Rotterdam is a municipality and city in the Dutch province of South-Holland, situated in the west of The Netherlands and part of the Randstad. The municipality is the second largest in the country (behind Amsterdam), with a population of approximately 601,300 people and over 2.9 million inhabitants in its metropolitan area (combined with The Hague).
The port of Rotterdam is the largest in Europe. From 1962 to 2004, it was the world’s busiest port; then it was superseded by Shanghai. Now Rotterdam is the fourth biggest port in the world.
Rotterdam is known as a city of architecture. A few square kilometres of the city centre offers a complete overview of what the twentieth century has produced in terms of modern architecture.
Settlement at the lower end of the fen stream Rotte dates from at least 900. Around 1150, large floods in the area ended development, leading to the construction of protective dikes and dams. A dam on the Rotte or ‘Rotterdam’ was built in the 1260s and was located at the present-day Hoogstraat (‘High Street’).
Although Rotterdam did well after the middle ages and in the ‘Golden Century’ – roughly between 1650 and 1750) it was not before the second part of the nineteenth century that the city started to develop itself rapidly. Helped by the digging of a new seaway (The Nieuwe Waterweg) Rotterdam was rid of acces problems caused by the silting of the river and started receiving ever bigger ships with cargo for/from the booming Ruhrgebiet in Germany. Port related trade and industry skyrocketed, and the city started to draw lots of migrants from the then poor Brabant province, for whom the southern part of the city was constructed. At the turn of the twentieth century Rotterdam was well under way to become the largest economic centre in The Netherlands. It was between then and the second world war that large prestigious construction works were undertaken, in part to show off the new found economic pride.

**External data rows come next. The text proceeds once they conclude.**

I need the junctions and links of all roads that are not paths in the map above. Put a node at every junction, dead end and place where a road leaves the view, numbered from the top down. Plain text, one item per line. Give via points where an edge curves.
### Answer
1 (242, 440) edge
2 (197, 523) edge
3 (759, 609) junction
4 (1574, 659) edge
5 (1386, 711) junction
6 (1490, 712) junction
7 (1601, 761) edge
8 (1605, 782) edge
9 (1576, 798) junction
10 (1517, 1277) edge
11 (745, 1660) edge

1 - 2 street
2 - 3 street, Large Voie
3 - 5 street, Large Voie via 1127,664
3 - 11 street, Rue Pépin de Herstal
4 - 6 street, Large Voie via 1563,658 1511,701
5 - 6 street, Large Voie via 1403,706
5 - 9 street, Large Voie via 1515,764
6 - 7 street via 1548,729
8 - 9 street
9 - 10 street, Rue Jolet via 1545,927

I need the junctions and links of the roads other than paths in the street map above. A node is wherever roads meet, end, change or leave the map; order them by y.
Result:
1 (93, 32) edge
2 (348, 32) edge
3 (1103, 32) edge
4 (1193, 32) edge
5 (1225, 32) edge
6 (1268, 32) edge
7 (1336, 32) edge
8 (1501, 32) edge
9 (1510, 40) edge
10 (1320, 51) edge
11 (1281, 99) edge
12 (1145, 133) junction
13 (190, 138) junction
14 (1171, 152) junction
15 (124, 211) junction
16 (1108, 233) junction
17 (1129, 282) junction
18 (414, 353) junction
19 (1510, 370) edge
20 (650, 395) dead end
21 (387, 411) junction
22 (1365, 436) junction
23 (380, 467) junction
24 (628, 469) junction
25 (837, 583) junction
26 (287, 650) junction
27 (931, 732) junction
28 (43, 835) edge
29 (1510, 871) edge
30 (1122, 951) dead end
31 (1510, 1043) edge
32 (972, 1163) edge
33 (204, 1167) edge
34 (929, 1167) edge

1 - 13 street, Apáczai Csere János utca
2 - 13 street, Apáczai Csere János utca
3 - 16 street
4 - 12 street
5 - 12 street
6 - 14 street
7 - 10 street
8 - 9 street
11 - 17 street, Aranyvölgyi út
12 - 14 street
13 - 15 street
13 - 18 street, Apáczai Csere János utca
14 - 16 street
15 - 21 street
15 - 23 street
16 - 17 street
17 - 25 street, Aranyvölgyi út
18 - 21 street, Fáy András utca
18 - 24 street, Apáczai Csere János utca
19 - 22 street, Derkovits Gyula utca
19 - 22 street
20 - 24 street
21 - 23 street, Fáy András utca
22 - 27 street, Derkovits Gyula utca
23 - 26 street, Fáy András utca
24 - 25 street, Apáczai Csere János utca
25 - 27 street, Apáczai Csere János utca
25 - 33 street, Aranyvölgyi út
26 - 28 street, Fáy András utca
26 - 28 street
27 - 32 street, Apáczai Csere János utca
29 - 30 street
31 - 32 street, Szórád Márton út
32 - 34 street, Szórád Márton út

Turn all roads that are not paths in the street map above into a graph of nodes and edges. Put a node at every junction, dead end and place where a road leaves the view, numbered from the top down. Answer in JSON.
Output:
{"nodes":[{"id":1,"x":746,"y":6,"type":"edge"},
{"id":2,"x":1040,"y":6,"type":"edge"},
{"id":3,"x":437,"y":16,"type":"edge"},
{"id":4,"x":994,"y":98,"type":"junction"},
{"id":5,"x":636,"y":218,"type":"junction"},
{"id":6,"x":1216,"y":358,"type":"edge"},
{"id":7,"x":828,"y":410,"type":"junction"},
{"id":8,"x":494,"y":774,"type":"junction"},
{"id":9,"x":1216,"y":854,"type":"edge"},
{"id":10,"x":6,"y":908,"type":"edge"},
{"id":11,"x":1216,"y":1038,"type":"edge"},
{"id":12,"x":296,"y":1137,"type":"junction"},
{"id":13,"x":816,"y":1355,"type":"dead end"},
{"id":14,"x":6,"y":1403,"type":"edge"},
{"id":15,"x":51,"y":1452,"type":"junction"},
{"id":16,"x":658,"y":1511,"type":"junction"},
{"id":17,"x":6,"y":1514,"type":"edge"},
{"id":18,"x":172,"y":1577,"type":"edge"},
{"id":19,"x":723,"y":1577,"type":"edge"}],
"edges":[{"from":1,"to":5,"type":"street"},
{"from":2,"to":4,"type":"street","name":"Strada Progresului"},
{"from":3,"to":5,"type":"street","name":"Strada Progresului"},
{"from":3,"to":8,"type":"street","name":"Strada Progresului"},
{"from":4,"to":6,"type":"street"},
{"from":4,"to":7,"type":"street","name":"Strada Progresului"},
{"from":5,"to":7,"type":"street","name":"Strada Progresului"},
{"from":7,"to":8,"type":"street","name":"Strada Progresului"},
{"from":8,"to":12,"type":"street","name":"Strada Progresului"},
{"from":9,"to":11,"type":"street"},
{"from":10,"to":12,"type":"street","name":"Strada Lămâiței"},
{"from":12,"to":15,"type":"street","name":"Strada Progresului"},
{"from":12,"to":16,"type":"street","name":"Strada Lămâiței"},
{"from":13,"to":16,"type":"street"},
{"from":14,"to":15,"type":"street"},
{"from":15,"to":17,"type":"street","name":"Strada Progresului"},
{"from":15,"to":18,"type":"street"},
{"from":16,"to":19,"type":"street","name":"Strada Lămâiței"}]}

The German army invaded the Netherlands on 10 May 1940. Germany had planned to conquer the country in one day, but after meeting unexpectedly fierce resistance, it finally forced the Dutch army to capitulate on 14 May 1940 by bombing Rotterdam and threatening to bomb other cities. The heart of the city was almost completely destroyed by the German Luftwaffe, and 800 people were killed, while about 80,000 others were made homeless. During the war, Rotterdam was bombed several times during allied raids that were aimed at the harbour area but sometimes also hit the city.
The City Hall survived the bombing. Unlike most other European cities however, the City Council did not aim at rebuilding what was lost, but on taking the opportunity to create a ‘new’ and better city. Damaged but not destroyed old buildings were torn down in the process.
From the 1950s through the 1970s, the city was rebuilt. It remained quite windy and open until the city councils began developing an active architectural policy from the 1980s onwards. Daring and new styles of apartments, office buildings and recreation facilities resulted in a more ‘liveable’ city centre with a new skyline. In the 1990s, the Kop van Zuid was built on the south bank of the river as a new business centre.